# Instructions to follow
Could you print exactly the lines of the listing below, starting at the line that has "pinky mcp: (393, 457)" and ending at the line that has "pinky tip: (893, 672)", and only those lines?

========

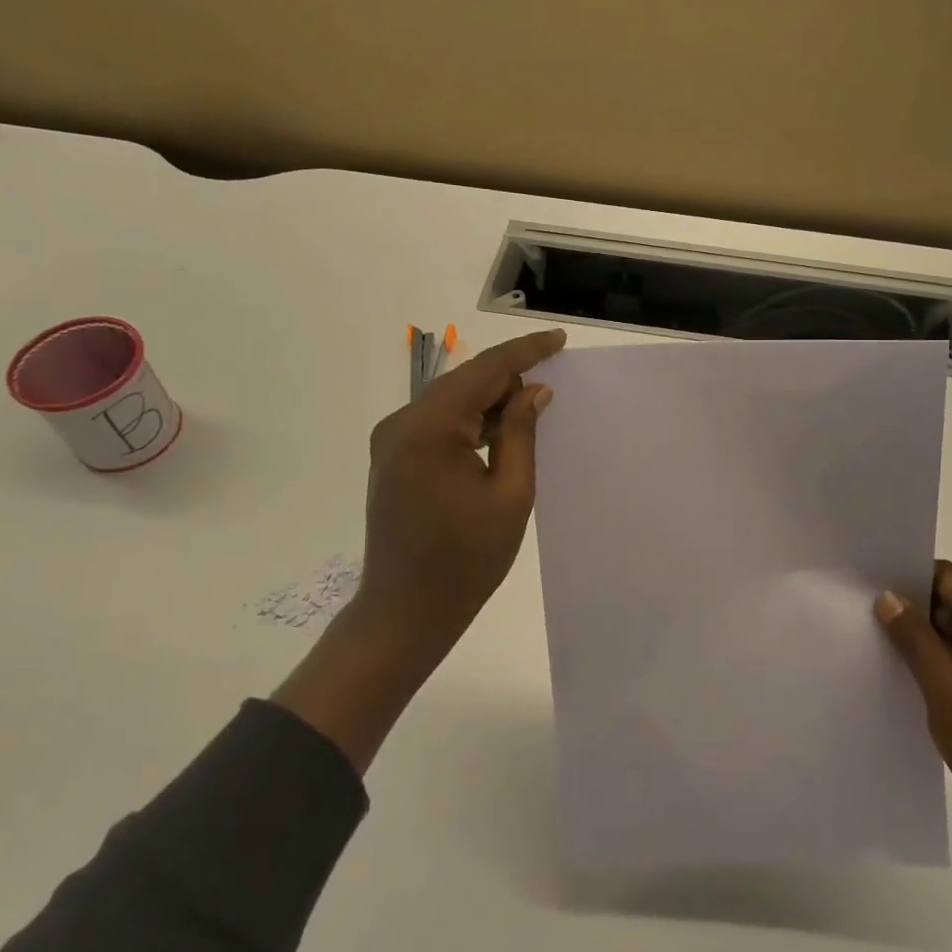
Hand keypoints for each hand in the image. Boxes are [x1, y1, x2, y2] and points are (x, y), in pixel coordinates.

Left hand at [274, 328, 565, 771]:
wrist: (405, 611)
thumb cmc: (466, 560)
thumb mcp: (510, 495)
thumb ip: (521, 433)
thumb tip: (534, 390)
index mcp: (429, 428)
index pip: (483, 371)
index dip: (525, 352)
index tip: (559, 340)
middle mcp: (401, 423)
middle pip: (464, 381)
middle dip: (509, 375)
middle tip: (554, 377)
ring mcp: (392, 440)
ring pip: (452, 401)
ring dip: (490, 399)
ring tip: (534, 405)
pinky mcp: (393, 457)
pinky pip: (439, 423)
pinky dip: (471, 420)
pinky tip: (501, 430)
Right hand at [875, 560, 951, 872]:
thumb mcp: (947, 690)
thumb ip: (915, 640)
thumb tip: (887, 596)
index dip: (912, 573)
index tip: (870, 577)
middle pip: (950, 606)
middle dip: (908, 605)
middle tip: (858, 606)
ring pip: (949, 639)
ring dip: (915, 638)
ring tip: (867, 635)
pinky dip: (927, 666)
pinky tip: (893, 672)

========

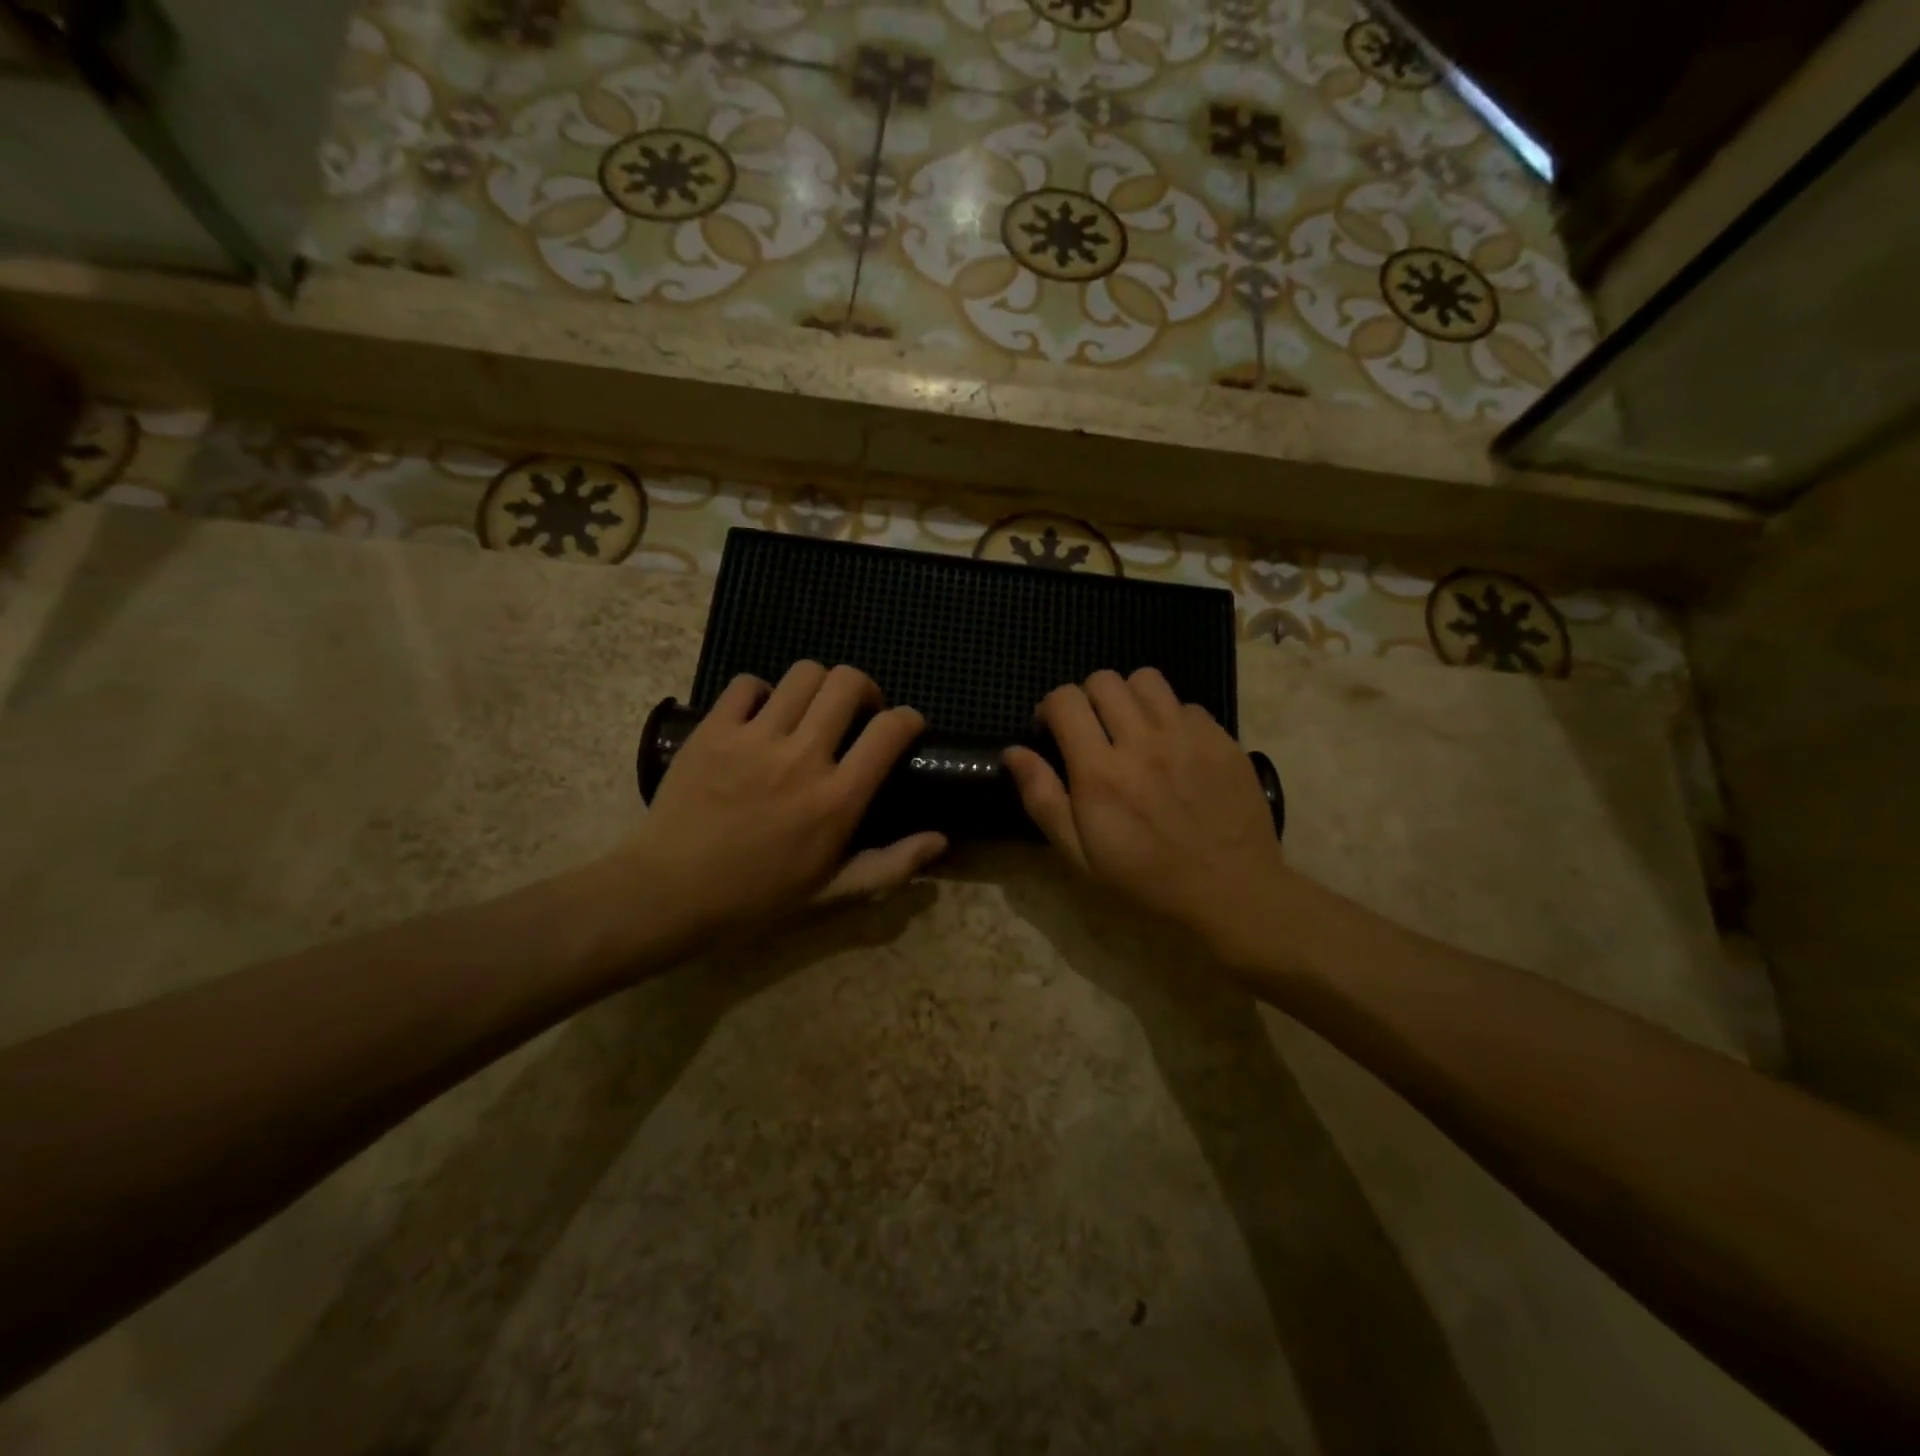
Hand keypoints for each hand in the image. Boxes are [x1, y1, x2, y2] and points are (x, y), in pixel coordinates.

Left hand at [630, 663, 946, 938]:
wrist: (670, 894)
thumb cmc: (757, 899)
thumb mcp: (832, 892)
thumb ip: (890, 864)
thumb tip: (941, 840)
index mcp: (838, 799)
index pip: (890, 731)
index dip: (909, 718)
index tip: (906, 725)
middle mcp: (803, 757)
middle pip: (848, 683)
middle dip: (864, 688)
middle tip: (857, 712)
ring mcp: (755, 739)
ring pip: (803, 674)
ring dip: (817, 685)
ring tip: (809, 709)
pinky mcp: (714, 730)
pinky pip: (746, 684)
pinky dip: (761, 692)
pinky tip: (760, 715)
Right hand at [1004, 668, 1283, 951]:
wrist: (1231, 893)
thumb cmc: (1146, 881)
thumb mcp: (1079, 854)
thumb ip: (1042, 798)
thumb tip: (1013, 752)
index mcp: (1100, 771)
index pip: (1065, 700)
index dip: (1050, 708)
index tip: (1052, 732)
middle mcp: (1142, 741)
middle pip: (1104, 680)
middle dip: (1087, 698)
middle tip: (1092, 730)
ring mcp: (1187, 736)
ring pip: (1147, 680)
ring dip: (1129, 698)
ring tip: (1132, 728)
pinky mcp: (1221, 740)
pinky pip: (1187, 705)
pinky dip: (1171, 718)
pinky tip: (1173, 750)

========

# Response
pinky mcp: (393, 457)
pinky pip: (439, 423)
pinky dip: (471, 420)
pinky tip: (501, 430)
Right hand at [875, 560, 951, 872]:
thumb mcp: (947, 690)
thumb ip: (915, 640)
thumb tip: (887, 596)
index dip: (912, 573)
index tip: (870, 577)
middle pip: (950, 606)
middle dip: (908, 605)
middle tip: (858, 606)
ring pip: (949, 639)
ring dip: (915, 638)
ring tip: (867, 635)
pinky dip: (927, 666)
pinky tip: (893, 672)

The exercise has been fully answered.